そのため一定期間経過後、再び捕獲し餌がちゃんと捕れているかやけがの状況などを検査し、この先野生で生きていけるかどうかの判断を行うそうです。
放獣には対馬野生生物保護センターの方、環境省の方を始め、追跡調査をする方、報道の方など多くの方々の努力、そして協力があって実施されているのだと知ることができました。
トラ吉が、この後も野生で無事に暮らしていってくれることを願うばかりです。
この放獣については環境省のアクティブ・レンジャー日記(9月1日付の記事)でも掲載されておりますので、ぜひご覧ください。(こちらをクリック→アクティブ・レンジャー日記)
環境省によると統計を取りはじめた平成4年度(1992年度)から、ツシマヤマネコ交通事故発生件数は累計で137件(死亡が125件)起こっており、最近だと令和3年度は8件、令和4年度はすでに4件発生しています。(8月31日時点)
事故が増えるのは秋~冬で、この時期は親離れの時期にあたります。若い個体が自分の縄張りを求めてよく動き回るため事故に遭ってしまうことが多いそうです。
野生のツシマヤマネコの生息数は推定90~100頭ほどといわれており、今回放獣されたトラ吉のように交通事故に遭って命が助かるのは稀なため、これだけの数の交通事故はツシマヤマネコにとって大きな脅威となっています。スーパーなどにはこのような無事故記録看板も設置されています。
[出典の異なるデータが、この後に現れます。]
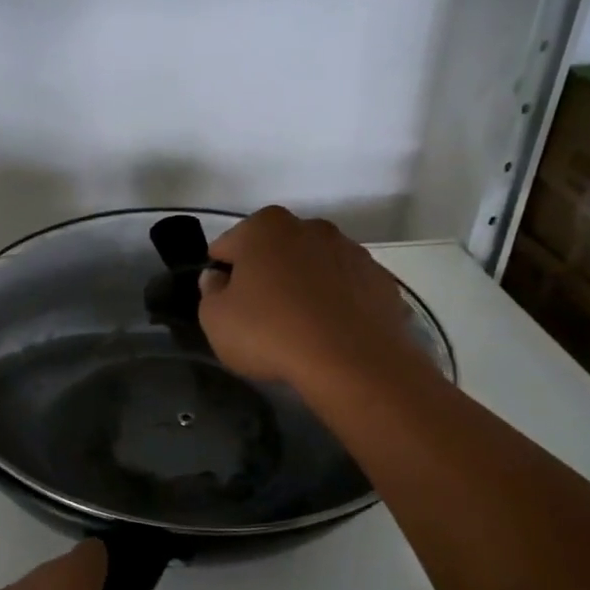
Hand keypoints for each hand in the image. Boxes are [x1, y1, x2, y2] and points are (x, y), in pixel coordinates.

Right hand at [199, 206, 421, 394]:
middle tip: (260, 315)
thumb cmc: (271, 333)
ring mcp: (350, 250)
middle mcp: (310, 226)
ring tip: (300, 327)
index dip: (222, 274)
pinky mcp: (380, 279)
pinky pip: (345, 287)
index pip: (227, 246)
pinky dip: (336, 302)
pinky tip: (330, 333)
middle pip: (275, 250)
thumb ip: (210, 292)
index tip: (225, 303)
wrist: (352, 362)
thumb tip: (218, 278)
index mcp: (264, 227)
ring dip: (303, 285)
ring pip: (313, 266)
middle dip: (266, 274)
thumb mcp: (215, 320)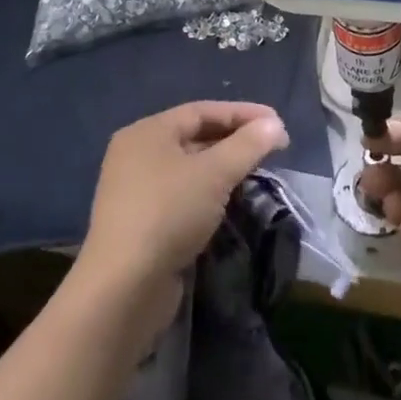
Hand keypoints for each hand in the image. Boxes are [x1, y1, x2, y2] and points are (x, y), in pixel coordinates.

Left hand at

(8月19日撮影)
この写真を撮った後、残念ながら事故がありリセットされてしまいましたが、この記録をどんどん伸ばしていきたいですね。
対馬から離れた場所に住んでいると、こういった話を聞いても他人事に感じてしまうかもしれませんが、タヌキや鳥類など多くの身近な動物たちも交通事故の被害にあっています。
対馬に行った時はもちろんですが、普段から人にも動物にも優しい運転をみんなで心がけていきましょう!